CREATE ROLE dbmailreports WITH NOLOGIN;
CREATE ROLE grafanareader WITH LOGIN IN GROUP dbmailreports PASSWORD 'password';
GRANT CONNECT ON DATABASE dbmail TO grafana;
GRANT SELECT (login_time, status) ON dbmail_authlog TO dbmailreports;
Although this may appear convoluted, database security through group and individual roles is a clean and easy way to safely manage access for users to required data and prevent access to sensitive data.
As a database administrator you have access to all the data in the dbmail_authlog table, the grafanareader user has read only access (SELECT in database speak) to the login_time and status columns via the grafana group role. If you wanted to grant them access to any other columns then list them in the GRANT SELECT.
There is a school of thought that access to data should only be granted via database views, the following is that alternative.
CREATE VIEW dbmail_authlog_view AS
SELECT login_time, status
FROM dbmail_authlog;
GRANT SELECT ON dbmail_authlog_view TO dbmailreports;
Understanding the data
There are three type of record in dbmail_authlog, "active" where a user is actively using DBMail, "closed" where a session has finished, and "failed" where a login attempt failed.

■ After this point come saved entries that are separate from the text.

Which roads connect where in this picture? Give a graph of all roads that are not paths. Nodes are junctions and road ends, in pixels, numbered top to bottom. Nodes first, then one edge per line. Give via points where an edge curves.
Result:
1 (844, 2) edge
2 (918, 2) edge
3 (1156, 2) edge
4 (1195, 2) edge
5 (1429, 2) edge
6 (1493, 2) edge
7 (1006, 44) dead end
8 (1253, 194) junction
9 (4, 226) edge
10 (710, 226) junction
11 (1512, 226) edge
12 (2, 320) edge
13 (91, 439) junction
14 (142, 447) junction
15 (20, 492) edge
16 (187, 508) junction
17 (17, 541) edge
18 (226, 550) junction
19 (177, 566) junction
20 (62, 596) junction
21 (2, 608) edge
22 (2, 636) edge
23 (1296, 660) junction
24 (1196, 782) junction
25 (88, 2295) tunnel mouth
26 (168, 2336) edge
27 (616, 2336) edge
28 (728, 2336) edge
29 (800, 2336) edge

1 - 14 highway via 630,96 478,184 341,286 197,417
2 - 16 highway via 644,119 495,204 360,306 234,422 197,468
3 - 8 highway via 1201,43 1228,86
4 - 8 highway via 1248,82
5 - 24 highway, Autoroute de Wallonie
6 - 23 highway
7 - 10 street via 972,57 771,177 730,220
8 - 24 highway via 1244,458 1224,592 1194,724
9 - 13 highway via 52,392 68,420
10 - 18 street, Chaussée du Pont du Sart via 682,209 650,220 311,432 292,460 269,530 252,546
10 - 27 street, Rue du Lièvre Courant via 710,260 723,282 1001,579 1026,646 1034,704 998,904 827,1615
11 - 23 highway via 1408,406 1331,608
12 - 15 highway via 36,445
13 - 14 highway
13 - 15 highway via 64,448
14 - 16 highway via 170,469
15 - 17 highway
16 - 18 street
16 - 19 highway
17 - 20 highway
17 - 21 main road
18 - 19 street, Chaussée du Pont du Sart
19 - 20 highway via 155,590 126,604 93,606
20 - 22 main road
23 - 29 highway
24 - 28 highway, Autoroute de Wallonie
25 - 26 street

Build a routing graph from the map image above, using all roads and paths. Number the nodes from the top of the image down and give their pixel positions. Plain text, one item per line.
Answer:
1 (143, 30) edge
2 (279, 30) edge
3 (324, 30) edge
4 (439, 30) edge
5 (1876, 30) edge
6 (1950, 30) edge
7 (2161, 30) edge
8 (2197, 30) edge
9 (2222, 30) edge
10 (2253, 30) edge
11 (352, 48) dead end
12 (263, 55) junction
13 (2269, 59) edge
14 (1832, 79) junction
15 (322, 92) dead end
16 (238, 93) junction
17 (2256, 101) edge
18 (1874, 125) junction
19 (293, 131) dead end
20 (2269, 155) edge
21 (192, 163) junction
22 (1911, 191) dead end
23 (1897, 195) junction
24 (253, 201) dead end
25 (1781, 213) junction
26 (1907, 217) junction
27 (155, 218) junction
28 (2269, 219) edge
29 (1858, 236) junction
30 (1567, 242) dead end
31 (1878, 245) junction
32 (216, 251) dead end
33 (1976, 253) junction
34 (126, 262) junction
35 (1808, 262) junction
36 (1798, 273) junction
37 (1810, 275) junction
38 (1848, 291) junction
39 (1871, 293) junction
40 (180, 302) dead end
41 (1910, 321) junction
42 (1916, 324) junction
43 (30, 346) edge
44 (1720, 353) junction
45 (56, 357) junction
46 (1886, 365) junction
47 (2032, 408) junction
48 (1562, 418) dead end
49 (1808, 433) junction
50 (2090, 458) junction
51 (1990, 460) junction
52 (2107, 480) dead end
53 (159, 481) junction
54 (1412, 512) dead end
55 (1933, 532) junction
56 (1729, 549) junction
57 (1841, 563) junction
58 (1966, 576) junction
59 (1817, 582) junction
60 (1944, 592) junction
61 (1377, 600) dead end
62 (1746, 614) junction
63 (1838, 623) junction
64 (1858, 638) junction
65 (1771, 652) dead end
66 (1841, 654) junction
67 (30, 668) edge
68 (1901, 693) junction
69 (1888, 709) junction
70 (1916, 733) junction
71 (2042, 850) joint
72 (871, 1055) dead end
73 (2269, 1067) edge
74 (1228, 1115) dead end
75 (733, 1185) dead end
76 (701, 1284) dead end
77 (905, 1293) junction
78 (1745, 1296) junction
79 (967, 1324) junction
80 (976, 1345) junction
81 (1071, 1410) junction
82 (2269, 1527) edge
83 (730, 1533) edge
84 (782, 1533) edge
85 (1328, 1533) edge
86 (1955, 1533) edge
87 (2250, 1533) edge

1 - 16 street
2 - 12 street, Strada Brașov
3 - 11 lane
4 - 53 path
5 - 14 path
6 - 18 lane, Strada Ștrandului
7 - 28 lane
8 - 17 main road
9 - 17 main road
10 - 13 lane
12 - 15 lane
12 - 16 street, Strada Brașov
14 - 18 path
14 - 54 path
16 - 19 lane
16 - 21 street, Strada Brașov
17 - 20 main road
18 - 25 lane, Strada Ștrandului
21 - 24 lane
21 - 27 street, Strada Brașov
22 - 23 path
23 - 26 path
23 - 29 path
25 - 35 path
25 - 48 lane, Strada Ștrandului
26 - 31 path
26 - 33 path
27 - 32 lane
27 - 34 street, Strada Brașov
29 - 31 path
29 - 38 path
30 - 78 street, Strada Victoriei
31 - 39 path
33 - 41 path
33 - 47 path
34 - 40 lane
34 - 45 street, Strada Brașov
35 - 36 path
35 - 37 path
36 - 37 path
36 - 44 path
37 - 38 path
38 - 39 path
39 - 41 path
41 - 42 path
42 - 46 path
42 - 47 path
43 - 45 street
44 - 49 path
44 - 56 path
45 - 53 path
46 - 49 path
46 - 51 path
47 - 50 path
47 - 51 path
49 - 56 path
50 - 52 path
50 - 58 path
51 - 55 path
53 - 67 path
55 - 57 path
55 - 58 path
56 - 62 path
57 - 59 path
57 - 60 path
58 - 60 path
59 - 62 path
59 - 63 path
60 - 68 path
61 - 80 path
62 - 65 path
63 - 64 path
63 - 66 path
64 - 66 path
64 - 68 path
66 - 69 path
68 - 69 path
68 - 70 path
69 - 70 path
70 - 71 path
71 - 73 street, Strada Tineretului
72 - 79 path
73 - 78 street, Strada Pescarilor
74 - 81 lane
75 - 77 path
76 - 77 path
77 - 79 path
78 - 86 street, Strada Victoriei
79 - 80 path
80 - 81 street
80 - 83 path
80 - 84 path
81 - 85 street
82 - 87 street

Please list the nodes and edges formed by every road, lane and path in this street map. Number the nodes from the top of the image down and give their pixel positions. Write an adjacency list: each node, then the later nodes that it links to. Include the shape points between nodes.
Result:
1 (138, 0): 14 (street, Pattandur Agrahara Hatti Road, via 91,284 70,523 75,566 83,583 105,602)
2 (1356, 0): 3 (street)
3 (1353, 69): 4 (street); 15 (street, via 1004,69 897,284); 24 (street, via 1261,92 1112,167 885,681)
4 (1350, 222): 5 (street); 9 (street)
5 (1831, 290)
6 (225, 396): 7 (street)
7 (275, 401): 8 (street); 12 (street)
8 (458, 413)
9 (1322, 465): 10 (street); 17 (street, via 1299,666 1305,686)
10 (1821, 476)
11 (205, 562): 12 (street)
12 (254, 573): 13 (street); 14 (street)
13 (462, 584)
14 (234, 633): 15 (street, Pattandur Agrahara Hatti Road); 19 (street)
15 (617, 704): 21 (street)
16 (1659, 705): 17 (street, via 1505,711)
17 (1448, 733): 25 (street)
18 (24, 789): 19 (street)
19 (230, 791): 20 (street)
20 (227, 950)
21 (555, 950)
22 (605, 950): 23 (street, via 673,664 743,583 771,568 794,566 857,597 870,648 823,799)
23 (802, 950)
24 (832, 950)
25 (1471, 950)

The following Graphana graph visualises these activities:

The above graph used the following query:
SELECT to_char(login_time, 'yyyy-mm-dd hh:mi:00')::timestamp AS login_time,
SUM(CASE status
WHEN 'active' THEN 1
ELSE 0
END) AS active,
SUM(CASE status
WHEN 'closed' THEN 1
ELSE 0
END) AS closed,
SUM(CASE status
WHEN 'failed' THEN 1
ELSE 0
END) AS failed
FROM dbmail_authlog
WHERE $__timeFilter(login_time)
GROUP BY 1
ORDER BY 1
For MySQL use the following for login_time:
str_to_date(date_format(now(), '%Y-%m-%d %H:%i:00'), '%Y-%m-%d %H:%i:00') AS login_time
Expanding reports
There are many useful tables including dbmail_users for a list of users and when they last logged in, dbmail_aliases for email addresses and the accounts they belong to, dbmail_mailboxes for mail folders, and sieve scripts.
DBMail is well organised and easily queried using ordinary SQL.